When the hedge was more than half done, we finally found the right trimmer! My grandfather showed me where the extension cords were and where to plug it into the barn so I could reach the farthest ends of the yard.
Only then did he remember that my parents had driven their RV through the power line running to the barn four years ago so that the barn no longer had power. I was going to have to plug it into the house. Of course, the extension cords (some 2 pronged and some 3 pronged) would not reach. It wasn’t even close. Not one part of the hedge could be reached – not from the house and not from the barn. How did he ever do it? I just kept using the battery trimmer until I finished. It took eight days.
Several weeks later, I found the hundred-foot extension cord in the basement.
That was the end of the story, but come July my grandfather wanted the hedge trimmed again. Twice in one year? I had better things to do!
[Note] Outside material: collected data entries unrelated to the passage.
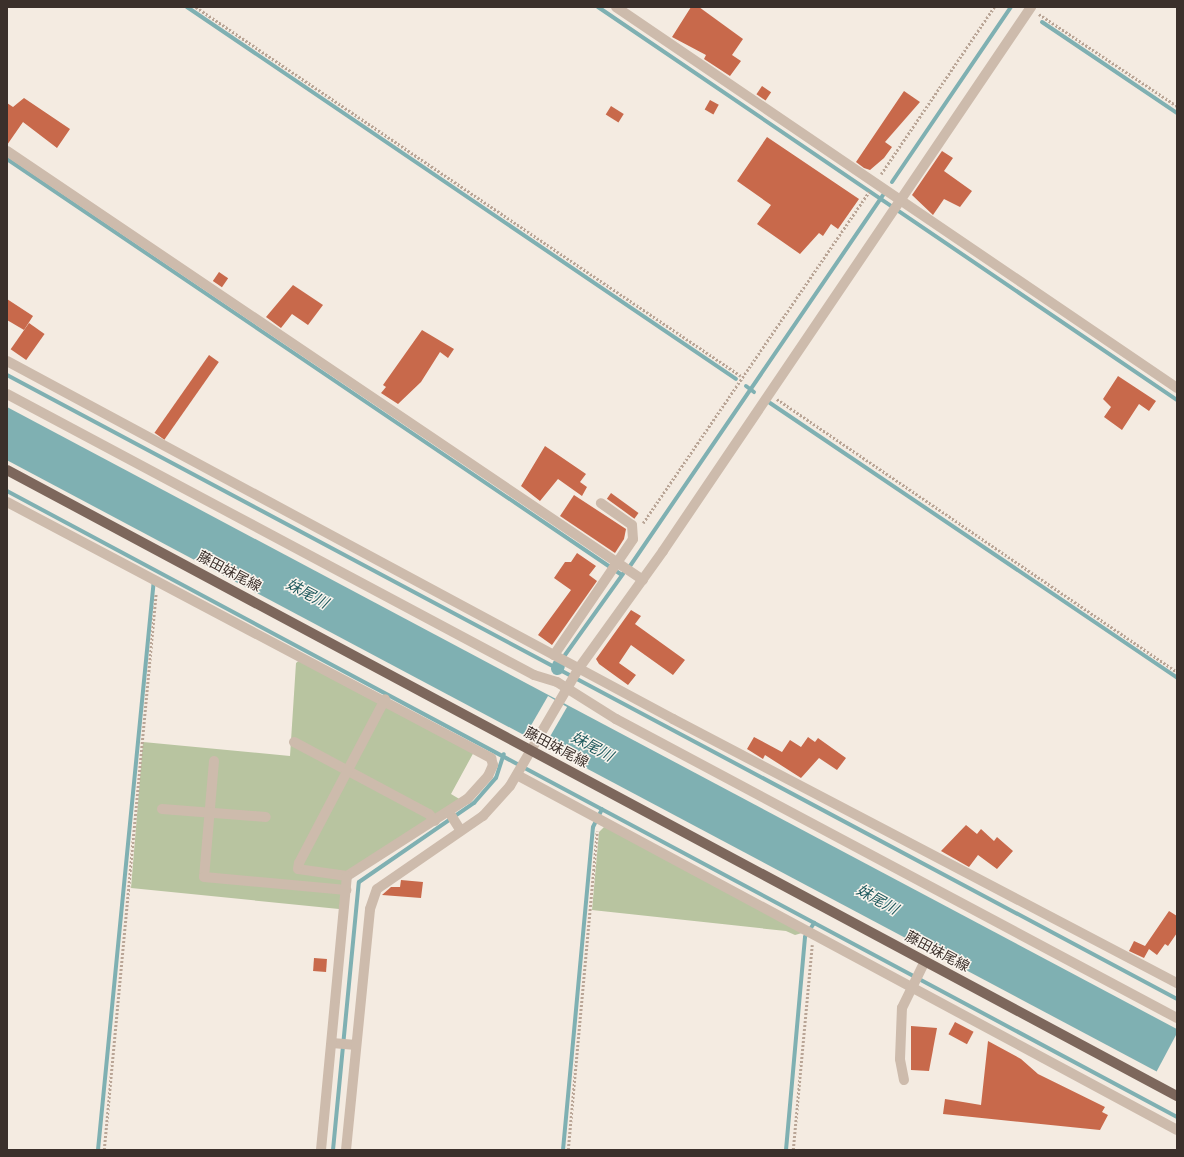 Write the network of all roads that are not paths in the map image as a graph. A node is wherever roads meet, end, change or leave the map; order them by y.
1 (616, 7) edge
2 (1031, 8) edge
3 (7, 151) edge
4 (898, 206) junction
5 (7, 361) edge
6 (1177, 388) edge
7 (7, 394) edge
8 (7, 470) edge
9 (7, 502) edge
10 (601, 503) dead end
11 (617, 567) junction
12 (643, 580) junction
13 (554, 655) junction
14 (576, 673) junction
15 (565, 692) junction
16 (385, 699) junction
17 (294, 742) dead end
18 (526, 760) junction
19 (214, 761) dead end
20 (346, 770) junction
21 (162, 809) dead end
22 (210, 813) junction
23 (452, 816) junction
24 (266, 818) dead end
25 (435, 821) junction
26 (462, 831) junction
27 (347, 876) junction
28 (346, 890) junction
29 (924, 961) junction
30 (914, 981) junction
31 (1177, 983) edge
32 (1177, 1018) edge
33 (344, 1044) junction
34 (904, 1080) dead end
35 (1177, 1096) edge
36 (1177, 1130) edge
37 (321, 1150) edge
38 (346, 1150) edge

1 - 4 street
2 - 4 street
3 - 11 street
4 - 6 street
4 - 12 street
5 - 13 street
7 - 15 street
8 - 18 main road, 藤田妹尾線
9 - 16 street
10 - 11 street
11 - 12 street
11 - 13 street
12 - 14 street
13 - 14 street
14 - 15 street
14 - 31 street
15 - 18 street
15 - 32 street
16 - 20 street
16 - 23 street
17 - 20 street
18 - 26 street
18 - 29 main road, 藤田妹尾線
18 - 30 street
19 - 22 street
20 - 25 street
20 - 27 street
21 - 22 street
22 - 24 street
22 - 28 street
23 - 25 street
23 - 26 street
25 - 27 street
26 - 33 street
27 - 28 street
28 - 33 street
29 - 30 street
29 - 35 main road, 藤田妹尾線
30 - 34 street
30 - 36 street
33 - 37 street
33 - 38 street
It was getting away from us. I had not been able to cut it as low as he liked and its rapid growth surprised even me. I explained that it was already too big for me to trim it properly and he spiraled into deeper and deeper despair. In august, I trimmed the nearest parts of hedge with the extension cord trimmer and the farthest parts with the battery trimmer. It took five days.
The next winter, I took the loppers to the thickest stems of the longest bushes and cut it way back. I made a huge pile of branches that I later burned.
Unfortunately, it was all for naught since I never had time the next summer to trim it. His health took a turn for the worse and so I could barely leave the house. I was also tired all the time. The hedge had won.